我低头喝粥。粥很烫,烫得舌尖发麻。我吹气,小口小口地喝。煎蛋的油脂香混着粥的清淡,是熟悉的、属于早晨的味道。我吃着,忽然想起小时候,每个上学的早晨,母亲也是这样为我准备早餐。那时父亲还在家,我们会三个人一起吃饭,父亲看报纸,母亲催我快点吃,我会把蛋黄挑出来,只吃蛋白,母亲就会说“蛋黄有营养”,然后夹走我的蛋黄,自己吃掉。

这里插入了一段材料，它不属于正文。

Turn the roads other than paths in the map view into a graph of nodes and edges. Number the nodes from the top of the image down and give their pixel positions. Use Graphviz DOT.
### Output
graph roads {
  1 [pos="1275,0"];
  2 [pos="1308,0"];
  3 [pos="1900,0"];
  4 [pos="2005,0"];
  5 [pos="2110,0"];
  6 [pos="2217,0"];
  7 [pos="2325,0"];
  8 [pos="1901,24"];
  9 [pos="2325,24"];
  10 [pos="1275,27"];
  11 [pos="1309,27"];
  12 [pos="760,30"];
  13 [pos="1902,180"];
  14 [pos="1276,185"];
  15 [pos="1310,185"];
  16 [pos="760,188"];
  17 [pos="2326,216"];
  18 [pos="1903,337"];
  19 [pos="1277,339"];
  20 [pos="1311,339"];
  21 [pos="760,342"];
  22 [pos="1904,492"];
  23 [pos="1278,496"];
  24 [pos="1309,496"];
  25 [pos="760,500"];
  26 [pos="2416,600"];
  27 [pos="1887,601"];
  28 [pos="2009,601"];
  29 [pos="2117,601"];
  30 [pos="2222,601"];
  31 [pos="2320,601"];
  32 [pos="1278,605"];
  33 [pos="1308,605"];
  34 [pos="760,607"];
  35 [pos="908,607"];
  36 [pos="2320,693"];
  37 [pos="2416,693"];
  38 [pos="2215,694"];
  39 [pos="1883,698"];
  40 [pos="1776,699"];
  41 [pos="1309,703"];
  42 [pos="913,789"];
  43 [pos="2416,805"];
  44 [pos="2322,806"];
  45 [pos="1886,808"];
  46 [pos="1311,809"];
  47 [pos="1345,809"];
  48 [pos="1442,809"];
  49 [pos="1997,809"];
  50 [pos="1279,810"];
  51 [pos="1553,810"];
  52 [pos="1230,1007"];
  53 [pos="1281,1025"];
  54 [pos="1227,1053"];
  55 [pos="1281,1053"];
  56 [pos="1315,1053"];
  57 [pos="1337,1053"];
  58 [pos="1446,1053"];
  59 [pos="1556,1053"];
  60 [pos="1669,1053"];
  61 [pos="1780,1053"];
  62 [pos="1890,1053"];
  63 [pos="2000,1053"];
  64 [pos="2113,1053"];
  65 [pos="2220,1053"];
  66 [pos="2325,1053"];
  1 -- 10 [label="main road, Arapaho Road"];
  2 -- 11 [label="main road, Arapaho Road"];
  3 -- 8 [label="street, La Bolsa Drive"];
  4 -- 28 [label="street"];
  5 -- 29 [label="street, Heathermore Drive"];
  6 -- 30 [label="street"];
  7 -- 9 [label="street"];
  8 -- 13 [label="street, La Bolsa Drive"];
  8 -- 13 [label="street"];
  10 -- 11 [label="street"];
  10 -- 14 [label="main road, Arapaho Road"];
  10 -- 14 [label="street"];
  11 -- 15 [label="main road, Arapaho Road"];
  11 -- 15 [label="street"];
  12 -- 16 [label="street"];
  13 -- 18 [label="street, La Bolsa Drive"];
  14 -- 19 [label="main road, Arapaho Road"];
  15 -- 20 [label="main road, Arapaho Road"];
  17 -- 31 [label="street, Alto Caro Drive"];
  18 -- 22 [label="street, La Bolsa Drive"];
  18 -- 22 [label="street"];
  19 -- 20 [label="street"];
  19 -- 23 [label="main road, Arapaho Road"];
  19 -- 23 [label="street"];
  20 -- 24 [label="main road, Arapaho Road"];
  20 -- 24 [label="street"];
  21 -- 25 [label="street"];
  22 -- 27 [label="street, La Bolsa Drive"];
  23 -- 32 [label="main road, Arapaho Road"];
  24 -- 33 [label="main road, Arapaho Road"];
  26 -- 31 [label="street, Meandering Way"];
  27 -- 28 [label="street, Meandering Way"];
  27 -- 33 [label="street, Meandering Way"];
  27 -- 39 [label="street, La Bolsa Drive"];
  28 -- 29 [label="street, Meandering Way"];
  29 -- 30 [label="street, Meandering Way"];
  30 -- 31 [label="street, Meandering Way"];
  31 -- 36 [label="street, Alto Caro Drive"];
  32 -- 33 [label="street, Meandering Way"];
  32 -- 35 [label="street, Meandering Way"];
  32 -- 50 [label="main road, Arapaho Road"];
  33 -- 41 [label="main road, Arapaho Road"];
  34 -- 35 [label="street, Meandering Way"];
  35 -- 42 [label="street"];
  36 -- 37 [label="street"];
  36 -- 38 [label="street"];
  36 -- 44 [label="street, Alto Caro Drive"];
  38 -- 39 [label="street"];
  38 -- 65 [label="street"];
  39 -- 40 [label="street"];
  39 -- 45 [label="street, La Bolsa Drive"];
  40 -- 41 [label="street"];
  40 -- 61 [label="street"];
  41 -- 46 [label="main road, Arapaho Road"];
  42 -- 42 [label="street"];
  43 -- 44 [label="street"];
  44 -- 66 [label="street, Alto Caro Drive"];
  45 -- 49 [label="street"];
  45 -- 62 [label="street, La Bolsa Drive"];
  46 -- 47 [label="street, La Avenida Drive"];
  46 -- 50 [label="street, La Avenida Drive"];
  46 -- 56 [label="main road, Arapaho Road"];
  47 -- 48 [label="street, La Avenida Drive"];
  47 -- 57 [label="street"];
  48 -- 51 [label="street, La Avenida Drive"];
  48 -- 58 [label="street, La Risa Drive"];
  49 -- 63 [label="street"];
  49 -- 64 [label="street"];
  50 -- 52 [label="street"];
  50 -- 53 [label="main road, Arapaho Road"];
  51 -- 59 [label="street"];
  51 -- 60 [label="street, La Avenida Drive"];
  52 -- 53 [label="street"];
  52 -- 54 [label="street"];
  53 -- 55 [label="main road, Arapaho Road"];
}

从什么时候开始,早餐只剩下我和母亲两个人了?大概是我上初中那年,父亲换了工作,开始跑长途。起初他还会尽量周末回来,后来变成两周一次,一个月一次,现在有时候两三个月才回来一次。家对于父亲,渐渐变成了一个驿站,匆匆地来,匆匆地走,留下空了一半的衣柜,和阳台上那盆因为无人照料而枯死的茉莉。
“昨晚睡得好吗?”母亲问。
“还好。”我说。谎言。但善意的谎言是成年人的必需品,我正以惊人的速度学会它。
“雨那么大,我还怕你睡不着。”她用筷子夹了一点酱菜,放进粥里,却没有吃,“今天降温了,多穿点。”
“校服里面穿了毛衣。”
“那就好。”她顿了顿,似乎想说什么,但又咽了回去。最后只说:“快吃吧。”
我加快速度,把粥喝完,煎蛋吃掉。酱菜太咸,我只吃了一小口。然后起身收拾碗筷。母亲说“我来吧”,但我已经端着碗走进厨房,拧开水龙头。水流哗哗,冲走碗壁残留的粥粒。我挤了点洗洁精,用海绵擦拭。这些动作我做了千百遍,熟悉到不需要思考,手指自己会动。
洗好碗,擦干手。我看了一眼挂钟:七点十分。该走了。
我回到房间,拿起书包。很沉,里面装着周末的作业,还有今天要用的课本。我把手机从床上捡起来,塞进校服口袋。金属的冰凉隔着布料贴在腿上,像一个无法忽视的、沉默的提醒。
“我走了。”我对着厨房说。
“路上小心。”母亲的声音混着水流声传来。
我打开门,走出去,反手带上门。咔哒一声,家的温暖被关在身后。楼道里阴冷,有潮湿的霉味。我走下楼梯,脚步声在空旷的楼梯间里回响,嗒,嗒,嗒,像某种倒计时。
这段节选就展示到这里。